Once famous for a wealth of bookstores, Boston, like its neighbor Cambridge, has suffered a steady decline in the number and quality of independent booksellers. The beloved 150,000-volume Avenue Victor Hugo Bookshop on Newbury Street, one of the last holdouts, closed in 2002. (It did, however, outlast the comparably short-lived Waterstone's, the British chain whose giant, well-regarded store just off Newbury Street was a source of pressure on the independents. When Waterstone's closed, a Boston Globe staffer opined that "the Athens of America feels a bit more like Elmira.") Today, the youthful Trident Booksellers and Café on Newbury Street is amongst a small band of independent bookstores still remaining in Boston.

Close to Berklee College of Music, Tower Records at 360 Newbury Street was a favorite spot among music lovers for over a decade. A 1991 Boston Globe article says that "Tower Records stomped into Boston with the nation's largest music store three years ago," while another says that "When Tower Records opened its astonishing store on Newbury Street, it altered the Boston compact disk market forever, and remade Newbury Street's commercial scene." Long the largest record and CD outlet in the Boston area, its closing in 2002 marked the end of an era (though the space was soon occupied by another equally huge music store, Virgin Megastore) (Now also closed; a Best Buy store occupies that space).

On April 27, 2006, The Boston Globe reported: "Virgin Megastore is moving out of its Newbury Street digs to make room for a new high-end retailer at the landmark Frank Gehry building where luxury condominiums are opening this fall. Electronics retailer Best Buy signed a ten-year lease and opened a store in late July 2007 on 41,500 square feet (3,860 m2) of space in three above-ground floors and a basement that is used for storage.

Jake Spade recently opened in a 200-square-foot (19 m2) spot underneath the Kate Spade boutique, and is the second store of its kind in the world.

New additions to the upscale shopping destination include True Religion (1,984 sq ft.) and Zara (24,000 sq ft.).

Two shops opened on April 1, 2010 of note. Raven Used Books at 263 Newbury street and shopCotelac at 168 Newbury St.. Raven Used Books, which also has a shop in Harvard Square in Cambridge, specializes in literature and the arts as well as stocking sections such as history, philosophy, children, cookbooks and much more, is a welcome addition. shopCotelac is a French womens' wear designer which brings something a little different to Newbury st with its feminine look that's marginal, and a little bohemian.

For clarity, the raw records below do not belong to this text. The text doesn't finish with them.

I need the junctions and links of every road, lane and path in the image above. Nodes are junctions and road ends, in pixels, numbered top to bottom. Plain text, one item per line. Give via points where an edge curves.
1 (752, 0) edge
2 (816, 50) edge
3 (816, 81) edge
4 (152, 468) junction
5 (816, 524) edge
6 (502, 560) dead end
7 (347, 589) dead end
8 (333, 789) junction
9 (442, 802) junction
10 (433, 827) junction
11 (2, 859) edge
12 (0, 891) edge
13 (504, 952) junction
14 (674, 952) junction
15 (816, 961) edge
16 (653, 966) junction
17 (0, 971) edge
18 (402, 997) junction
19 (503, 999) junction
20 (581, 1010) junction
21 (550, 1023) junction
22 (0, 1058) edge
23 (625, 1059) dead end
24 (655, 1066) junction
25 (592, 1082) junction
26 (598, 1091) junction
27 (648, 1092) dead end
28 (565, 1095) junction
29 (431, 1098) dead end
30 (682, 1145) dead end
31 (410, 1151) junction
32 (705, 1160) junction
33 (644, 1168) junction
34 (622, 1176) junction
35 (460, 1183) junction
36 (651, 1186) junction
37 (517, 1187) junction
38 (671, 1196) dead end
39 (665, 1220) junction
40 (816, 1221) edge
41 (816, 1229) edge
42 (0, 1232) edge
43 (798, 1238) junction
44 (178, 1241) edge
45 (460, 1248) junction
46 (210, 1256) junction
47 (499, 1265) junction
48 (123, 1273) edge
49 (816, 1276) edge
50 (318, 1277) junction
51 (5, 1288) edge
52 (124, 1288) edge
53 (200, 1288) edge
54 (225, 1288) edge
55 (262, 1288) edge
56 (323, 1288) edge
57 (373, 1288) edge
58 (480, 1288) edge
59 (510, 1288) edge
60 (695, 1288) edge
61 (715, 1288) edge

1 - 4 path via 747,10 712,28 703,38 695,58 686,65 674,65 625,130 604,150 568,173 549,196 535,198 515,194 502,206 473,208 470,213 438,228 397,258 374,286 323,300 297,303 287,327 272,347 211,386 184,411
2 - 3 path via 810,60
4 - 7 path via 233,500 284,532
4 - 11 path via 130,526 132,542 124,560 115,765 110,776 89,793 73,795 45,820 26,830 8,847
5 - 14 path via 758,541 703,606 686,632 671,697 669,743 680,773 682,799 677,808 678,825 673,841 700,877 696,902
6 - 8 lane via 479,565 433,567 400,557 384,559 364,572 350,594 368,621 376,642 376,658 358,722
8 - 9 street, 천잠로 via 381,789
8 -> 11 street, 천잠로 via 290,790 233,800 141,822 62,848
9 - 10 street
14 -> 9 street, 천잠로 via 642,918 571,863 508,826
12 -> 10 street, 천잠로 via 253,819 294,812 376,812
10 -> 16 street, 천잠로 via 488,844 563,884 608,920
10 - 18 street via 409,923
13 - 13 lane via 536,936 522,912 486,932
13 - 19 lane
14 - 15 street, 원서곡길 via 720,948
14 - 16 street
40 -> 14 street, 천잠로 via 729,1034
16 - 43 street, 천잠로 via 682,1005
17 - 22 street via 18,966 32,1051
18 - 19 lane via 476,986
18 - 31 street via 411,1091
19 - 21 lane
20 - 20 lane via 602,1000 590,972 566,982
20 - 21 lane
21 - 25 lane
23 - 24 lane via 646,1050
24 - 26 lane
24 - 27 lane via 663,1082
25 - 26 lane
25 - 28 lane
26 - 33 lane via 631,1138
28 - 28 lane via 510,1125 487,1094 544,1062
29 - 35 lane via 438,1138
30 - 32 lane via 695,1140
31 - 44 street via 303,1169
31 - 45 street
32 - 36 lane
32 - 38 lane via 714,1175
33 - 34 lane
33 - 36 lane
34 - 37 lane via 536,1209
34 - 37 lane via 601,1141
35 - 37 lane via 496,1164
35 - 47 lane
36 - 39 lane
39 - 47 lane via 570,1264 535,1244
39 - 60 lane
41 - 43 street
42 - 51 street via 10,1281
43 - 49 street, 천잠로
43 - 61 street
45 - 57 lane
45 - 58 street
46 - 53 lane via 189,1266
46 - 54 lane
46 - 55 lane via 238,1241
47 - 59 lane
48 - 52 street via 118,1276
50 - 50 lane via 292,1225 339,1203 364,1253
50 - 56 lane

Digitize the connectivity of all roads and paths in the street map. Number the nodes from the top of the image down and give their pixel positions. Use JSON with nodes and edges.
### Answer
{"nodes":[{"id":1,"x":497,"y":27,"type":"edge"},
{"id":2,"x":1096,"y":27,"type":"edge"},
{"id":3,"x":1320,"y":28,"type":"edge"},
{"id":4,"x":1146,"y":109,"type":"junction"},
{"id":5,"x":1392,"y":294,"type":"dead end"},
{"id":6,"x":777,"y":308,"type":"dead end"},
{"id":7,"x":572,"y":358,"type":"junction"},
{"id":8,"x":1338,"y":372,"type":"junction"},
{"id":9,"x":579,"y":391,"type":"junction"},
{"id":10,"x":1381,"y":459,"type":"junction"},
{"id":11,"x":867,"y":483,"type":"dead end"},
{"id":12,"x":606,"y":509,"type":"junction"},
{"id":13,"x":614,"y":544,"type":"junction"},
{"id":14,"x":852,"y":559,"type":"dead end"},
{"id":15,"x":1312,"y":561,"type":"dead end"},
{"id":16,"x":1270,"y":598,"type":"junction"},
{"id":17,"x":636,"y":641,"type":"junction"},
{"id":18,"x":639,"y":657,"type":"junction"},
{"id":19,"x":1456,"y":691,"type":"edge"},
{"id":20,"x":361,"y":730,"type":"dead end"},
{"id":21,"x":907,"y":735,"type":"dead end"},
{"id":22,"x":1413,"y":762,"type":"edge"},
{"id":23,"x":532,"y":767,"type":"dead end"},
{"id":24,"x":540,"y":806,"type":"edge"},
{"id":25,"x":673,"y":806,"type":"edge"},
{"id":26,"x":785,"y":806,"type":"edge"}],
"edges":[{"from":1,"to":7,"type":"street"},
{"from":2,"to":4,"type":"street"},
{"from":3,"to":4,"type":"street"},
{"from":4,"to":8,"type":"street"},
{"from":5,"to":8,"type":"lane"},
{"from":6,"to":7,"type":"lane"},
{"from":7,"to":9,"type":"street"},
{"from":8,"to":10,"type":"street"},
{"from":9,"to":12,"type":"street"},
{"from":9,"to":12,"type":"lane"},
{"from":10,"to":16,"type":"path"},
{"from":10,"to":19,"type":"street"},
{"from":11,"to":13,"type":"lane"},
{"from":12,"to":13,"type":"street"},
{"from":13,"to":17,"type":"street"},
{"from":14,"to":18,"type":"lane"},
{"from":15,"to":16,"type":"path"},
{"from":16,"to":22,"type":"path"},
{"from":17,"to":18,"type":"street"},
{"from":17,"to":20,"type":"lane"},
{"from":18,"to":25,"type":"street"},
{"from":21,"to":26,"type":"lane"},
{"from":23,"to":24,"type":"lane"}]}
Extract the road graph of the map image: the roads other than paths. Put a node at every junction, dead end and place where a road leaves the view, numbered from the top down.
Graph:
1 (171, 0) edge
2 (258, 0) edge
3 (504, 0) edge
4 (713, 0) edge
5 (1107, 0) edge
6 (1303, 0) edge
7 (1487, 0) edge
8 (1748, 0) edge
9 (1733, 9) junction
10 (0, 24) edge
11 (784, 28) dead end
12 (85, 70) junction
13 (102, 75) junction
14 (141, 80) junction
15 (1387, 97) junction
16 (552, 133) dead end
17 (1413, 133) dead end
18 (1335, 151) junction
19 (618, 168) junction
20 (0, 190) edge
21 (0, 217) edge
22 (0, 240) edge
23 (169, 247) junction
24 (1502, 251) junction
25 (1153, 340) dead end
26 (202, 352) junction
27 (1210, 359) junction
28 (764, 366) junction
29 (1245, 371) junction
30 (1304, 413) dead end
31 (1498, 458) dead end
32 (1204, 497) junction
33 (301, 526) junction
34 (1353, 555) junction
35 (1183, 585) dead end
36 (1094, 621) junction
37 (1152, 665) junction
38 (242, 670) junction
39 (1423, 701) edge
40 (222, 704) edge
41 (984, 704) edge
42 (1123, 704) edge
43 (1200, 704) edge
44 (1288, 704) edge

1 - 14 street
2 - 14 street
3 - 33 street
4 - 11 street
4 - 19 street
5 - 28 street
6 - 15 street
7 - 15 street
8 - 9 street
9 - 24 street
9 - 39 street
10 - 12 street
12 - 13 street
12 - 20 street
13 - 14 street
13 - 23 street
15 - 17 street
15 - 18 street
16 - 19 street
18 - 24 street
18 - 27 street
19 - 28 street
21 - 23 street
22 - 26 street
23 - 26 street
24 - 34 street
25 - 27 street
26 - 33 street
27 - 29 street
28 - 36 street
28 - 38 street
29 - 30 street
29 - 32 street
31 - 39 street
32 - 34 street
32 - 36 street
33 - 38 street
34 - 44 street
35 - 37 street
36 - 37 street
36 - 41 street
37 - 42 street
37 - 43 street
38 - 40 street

An end of an era may have been marked in 2008 when Louis Boston, an upscale retailer, announced that it would leave the area when its lease expires in 2010. Occupying the former home of the once indomitably chic Bonwit Teller store, the Louis edifice is an elegant and iconic 1864 building that once housed the Boston Museum of Natural History. The Boston Globe reported that the "Louis' move will mark the departure of one of the signature retailers from a street that has migrated away from its eclectic, locally-owned boutique roots to a mall-like scene dominated by chain stores." A spokesperson for the Neighborhood Association of Back Bay acknowledged that "There is a changing character from the funky shops to something more generic. And we regret that."